Mortgage Life Insurance is a kind of insurance that gives the policy holder a risk cover for his mortgage repayments. This means in short that, were the policy holder to die during the term of the policy, and if the policy is in force, then all his unpaid balance towards the mortgage repayments will be paid by the insurance company.
It is to be noted that, at the time of taking out such a policy, in addition to the mortgage disability insurance, the risk cover offered by the insurance company must be equal to the entire balance amount in the mortgage. The annual premium payable towards this coverage will be computed on this outstanding balance. Besides, the policy term in the Mortgage Life Insurance must be the same as the period in the mortgage insurance, even though the mortgage disability insurance is still running. As the policy holder continues repayment, the balance in the mortgage loan also keeps on decreasing. Likewise, even the annual premiums are reduced in tandem.
Sometimes, Mortgage Life Insurance offers a rider that can be attached to the policy.
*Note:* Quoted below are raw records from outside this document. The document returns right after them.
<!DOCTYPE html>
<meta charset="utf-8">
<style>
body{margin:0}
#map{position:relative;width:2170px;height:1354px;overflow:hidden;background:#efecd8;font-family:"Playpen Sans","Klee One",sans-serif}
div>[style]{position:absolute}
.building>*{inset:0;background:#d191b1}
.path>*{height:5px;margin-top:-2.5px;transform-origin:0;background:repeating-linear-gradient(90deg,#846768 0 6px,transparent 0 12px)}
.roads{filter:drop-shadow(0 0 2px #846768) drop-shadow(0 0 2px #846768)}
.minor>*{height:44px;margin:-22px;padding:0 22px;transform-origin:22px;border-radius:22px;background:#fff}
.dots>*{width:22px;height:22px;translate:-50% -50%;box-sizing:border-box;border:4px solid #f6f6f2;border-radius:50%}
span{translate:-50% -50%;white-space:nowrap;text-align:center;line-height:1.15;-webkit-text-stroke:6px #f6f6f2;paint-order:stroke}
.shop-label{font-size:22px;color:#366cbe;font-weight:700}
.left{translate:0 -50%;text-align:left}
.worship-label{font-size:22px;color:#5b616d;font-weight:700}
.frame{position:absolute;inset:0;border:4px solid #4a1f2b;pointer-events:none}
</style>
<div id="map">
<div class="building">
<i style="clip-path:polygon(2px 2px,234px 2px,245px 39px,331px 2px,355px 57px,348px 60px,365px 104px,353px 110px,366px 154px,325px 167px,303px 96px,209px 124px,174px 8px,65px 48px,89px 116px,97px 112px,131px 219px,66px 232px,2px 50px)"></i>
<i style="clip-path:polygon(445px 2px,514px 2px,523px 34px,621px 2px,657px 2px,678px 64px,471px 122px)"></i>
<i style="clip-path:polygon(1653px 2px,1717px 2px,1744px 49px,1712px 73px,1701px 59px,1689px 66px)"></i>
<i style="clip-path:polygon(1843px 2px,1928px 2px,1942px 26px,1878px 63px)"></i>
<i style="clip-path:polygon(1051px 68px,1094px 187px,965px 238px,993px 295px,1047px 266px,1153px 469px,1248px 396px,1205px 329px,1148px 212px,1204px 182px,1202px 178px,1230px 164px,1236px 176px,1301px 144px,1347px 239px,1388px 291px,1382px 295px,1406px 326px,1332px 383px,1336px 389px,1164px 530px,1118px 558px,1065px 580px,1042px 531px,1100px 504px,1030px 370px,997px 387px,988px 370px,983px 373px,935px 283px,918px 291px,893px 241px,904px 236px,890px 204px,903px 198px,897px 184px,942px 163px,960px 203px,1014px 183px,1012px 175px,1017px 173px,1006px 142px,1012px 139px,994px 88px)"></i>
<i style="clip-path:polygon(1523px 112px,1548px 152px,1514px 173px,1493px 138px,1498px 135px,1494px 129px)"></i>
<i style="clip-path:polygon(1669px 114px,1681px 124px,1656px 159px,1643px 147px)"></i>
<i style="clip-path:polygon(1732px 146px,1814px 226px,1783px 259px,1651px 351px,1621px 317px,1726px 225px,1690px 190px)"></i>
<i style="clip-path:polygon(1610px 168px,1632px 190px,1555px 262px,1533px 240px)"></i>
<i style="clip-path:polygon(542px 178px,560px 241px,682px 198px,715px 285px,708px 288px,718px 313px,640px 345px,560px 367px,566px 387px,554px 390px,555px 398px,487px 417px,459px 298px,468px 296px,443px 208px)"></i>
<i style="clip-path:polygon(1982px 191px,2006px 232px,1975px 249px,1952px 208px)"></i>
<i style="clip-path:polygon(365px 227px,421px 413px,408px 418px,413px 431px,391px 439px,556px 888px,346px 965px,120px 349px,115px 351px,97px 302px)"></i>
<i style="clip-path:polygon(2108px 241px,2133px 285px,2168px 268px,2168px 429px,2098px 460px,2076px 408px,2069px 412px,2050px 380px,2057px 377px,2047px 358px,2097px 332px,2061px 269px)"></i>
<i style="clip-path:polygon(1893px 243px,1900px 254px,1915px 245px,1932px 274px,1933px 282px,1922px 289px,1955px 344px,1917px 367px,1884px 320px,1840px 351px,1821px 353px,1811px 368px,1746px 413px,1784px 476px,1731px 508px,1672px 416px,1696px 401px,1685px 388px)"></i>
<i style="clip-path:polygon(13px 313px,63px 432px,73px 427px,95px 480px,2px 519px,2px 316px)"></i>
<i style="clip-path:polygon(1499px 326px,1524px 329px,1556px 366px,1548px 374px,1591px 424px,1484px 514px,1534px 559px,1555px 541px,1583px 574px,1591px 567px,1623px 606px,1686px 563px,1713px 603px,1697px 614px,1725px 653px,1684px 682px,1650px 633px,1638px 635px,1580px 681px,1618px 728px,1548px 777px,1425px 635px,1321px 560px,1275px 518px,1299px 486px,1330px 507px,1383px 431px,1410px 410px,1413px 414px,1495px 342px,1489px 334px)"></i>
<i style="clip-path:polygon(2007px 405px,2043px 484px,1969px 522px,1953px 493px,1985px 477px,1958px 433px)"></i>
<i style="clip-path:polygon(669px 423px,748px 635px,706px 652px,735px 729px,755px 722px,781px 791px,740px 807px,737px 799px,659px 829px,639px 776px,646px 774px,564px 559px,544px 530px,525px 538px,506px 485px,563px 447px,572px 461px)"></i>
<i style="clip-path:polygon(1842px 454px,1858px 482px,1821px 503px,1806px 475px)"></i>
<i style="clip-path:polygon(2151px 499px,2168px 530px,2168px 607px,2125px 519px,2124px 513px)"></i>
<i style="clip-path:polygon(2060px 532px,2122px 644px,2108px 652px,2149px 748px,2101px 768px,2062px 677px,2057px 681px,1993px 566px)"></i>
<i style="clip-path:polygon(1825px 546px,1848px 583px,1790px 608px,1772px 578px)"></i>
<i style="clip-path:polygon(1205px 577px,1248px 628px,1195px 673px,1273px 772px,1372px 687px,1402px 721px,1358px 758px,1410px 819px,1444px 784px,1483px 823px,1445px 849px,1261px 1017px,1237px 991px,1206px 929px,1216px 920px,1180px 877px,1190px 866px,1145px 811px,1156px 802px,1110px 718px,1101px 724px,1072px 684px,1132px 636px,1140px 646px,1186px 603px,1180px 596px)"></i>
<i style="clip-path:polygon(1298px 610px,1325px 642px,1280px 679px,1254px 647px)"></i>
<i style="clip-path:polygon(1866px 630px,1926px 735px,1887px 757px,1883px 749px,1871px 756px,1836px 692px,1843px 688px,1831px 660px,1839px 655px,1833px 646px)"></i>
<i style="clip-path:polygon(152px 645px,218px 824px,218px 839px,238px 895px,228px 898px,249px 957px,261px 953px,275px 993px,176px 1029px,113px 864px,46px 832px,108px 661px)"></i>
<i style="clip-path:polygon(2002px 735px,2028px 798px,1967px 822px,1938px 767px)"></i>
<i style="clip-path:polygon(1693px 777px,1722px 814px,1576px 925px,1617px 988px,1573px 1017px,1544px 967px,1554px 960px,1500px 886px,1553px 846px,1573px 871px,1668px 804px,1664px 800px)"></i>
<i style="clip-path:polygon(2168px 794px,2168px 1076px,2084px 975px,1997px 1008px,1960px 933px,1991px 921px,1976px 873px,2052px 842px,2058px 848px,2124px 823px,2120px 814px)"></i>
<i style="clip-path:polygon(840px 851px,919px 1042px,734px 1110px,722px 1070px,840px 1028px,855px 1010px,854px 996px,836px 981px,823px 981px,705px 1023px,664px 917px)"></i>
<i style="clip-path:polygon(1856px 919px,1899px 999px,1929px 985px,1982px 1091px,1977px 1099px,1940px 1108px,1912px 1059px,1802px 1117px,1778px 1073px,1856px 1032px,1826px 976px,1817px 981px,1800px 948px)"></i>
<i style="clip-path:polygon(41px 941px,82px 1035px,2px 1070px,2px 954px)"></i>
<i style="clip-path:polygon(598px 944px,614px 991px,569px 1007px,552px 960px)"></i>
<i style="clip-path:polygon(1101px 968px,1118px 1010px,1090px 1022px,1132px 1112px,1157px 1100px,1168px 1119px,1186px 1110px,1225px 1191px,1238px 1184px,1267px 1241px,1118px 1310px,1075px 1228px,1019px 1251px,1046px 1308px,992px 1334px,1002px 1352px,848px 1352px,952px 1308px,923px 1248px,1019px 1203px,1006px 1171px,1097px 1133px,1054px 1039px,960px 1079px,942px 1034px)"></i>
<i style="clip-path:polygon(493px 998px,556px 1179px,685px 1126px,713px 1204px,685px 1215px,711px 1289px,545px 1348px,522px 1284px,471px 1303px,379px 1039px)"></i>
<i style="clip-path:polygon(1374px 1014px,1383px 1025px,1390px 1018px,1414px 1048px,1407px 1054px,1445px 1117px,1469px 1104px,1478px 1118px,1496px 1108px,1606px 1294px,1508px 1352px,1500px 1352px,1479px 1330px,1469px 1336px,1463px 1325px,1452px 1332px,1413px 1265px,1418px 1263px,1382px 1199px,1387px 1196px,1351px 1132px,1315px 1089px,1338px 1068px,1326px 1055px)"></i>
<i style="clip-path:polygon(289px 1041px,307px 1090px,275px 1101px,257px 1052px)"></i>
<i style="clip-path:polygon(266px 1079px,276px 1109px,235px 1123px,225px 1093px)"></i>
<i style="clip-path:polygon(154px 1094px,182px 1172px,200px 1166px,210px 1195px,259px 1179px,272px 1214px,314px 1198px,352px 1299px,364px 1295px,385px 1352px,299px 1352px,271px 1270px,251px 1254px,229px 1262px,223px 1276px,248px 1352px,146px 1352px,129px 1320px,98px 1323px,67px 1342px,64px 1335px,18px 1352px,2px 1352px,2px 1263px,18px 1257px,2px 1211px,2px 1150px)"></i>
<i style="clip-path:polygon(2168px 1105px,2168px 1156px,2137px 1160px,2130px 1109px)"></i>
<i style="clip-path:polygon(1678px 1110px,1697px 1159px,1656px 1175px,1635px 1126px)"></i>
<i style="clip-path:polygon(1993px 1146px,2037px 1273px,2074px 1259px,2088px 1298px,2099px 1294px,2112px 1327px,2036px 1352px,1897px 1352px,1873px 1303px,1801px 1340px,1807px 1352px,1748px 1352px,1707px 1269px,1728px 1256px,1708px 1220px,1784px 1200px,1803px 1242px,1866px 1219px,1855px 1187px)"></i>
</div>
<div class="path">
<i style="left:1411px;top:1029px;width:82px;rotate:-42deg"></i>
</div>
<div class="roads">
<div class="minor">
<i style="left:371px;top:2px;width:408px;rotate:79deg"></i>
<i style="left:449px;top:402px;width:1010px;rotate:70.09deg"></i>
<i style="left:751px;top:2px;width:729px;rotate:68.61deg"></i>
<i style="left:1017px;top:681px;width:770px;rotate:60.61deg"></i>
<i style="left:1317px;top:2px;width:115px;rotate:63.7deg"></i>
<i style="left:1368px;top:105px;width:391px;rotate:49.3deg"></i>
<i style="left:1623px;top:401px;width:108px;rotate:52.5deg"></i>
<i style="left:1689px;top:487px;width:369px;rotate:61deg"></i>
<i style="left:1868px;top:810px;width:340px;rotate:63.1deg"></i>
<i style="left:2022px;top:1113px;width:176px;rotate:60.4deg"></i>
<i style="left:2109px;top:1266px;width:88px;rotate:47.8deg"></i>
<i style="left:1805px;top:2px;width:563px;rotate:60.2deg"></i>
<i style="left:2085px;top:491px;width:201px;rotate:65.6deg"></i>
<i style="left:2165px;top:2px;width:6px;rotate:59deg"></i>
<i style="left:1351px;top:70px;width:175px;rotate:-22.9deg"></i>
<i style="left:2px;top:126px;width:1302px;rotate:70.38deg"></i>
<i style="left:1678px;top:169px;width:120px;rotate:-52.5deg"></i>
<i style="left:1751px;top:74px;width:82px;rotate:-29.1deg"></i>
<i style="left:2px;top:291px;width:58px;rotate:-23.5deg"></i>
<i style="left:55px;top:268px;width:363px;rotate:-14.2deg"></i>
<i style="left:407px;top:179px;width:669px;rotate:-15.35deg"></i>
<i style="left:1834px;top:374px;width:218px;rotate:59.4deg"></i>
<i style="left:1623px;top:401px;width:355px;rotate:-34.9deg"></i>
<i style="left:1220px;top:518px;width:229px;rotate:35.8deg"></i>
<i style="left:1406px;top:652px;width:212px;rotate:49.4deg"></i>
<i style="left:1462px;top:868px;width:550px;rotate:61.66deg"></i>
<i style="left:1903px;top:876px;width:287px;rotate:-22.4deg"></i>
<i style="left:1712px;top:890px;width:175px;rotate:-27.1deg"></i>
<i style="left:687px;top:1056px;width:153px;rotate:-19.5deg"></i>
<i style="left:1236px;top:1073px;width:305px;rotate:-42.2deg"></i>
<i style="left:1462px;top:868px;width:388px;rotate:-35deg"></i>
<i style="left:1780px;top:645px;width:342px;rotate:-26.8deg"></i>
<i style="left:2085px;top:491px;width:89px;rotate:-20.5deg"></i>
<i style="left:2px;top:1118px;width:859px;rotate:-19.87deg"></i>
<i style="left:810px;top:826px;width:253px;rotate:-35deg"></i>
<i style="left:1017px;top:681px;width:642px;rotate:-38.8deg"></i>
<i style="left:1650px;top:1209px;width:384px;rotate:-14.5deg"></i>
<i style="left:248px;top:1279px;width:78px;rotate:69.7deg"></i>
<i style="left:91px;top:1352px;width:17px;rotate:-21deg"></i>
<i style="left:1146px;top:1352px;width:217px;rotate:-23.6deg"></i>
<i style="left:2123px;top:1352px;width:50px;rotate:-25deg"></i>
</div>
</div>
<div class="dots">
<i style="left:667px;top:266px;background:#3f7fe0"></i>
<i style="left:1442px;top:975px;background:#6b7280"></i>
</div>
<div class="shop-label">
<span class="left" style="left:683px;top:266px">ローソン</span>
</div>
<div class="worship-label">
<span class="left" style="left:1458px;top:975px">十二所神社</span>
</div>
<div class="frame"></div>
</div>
A rider is simply an addition to the main policy, adding an extra insurance coverage at a premium that is much lower than what it would be, were it taken separately. The mortgage disability insurance is not a rider at all. One common rider that is offered is a critical illness rider. If you are to buy a separate policy for critical illness, you will have to pay out more as premium. But if you take it as a rider, the premium is somewhat less. If the policy holder is diagnosed with a critical or terminal illness, then the cost of the treatment, to the extent of the sum assured, is taken care of by the rider.
Of late, insurance companies have modified the terms in Mortgage Life Insurance and are now offering return of premiums paid if you outlive the policy term. In such cases, there is no reduction in the premium amount or in the sum assured. Even as your balance in the mortgage loan goes on reducing, your annual premium and the amount for which you are covered, remains the same.
After you have paid off the entire balance in your mortgage loan, you can also get back the premium that you paid in Mortgage Life Insurance. This works well since the cost of insurance is significantly reduced. But you must note that such return of premiums is offered only for life insurances. The mortgage disability insurance does not offer such terms.
Thus, your life becomes more secure. While you systematically prepare yourself for any exigencies in this manner, you also stay positive and expect the best out of life by securing yourself with mortgage life insurance.
It is to be noted that, at the time of taking out such a policy, in addition to the mortgage disability insurance, the risk cover offered by the insurance company must be equal to the entire balance amount in the mortgage. The annual premium payable towards this coverage will be computed on this outstanding balance. Besides, the policy term in the Mortgage Life Insurance must be the same as the period in the mortgage insurance, even though the mortgage disability insurance is still running. As the policy holder continues repayment, the balance in the mortgage loan also keeps on decreasing. Likewise, even the annual premiums are reduced in tandem.
Sometimes, Mortgage Life Insurance offers a rider that can be attached to the policy. A rider is simply an addition to the main policy, adding an extra insurance coverage at a premium that is much lower than what it would be, were it taken separately. The mortgage disability insurance is not a rider at all. One common rider that is offered is a critical illness rider. If you are to buy a separate policy for critical illness, you will have to pay out more as premium. But if you take it as a rider, the premium is somewhat less. If the policy holder is diagnosed with a critical or terminal illness, then the cost of the treatment, to the extent of the sum assured, is taken care of by the rider.
Of late, insurance companies have modified the terms in Mortgage Life Insurance and are now offering return of premiums paid if you outlive the policy term. In such cases, there is no reduction in the premium amount or in the sum assured. Even as your balance in the mortgage loan goes on reducing, your annual premium and the amount for which you are covered, remains the same.
After you have paid off the entire balance in your mortgage loan, you can also get back the premium that you paid in Mortgage Life Insurance. This works well since the cost of insurance is significantly reduced. But you must note that such return of premiums is offered only for life insurances. The mortgage disability insurance does not offer such terms.
Thus, your life becomes more secure. While you systematically prepare yourself for any exigencies in this manner, you also stay positive and expect the best out of life by securing yourself with mortgage life insurance.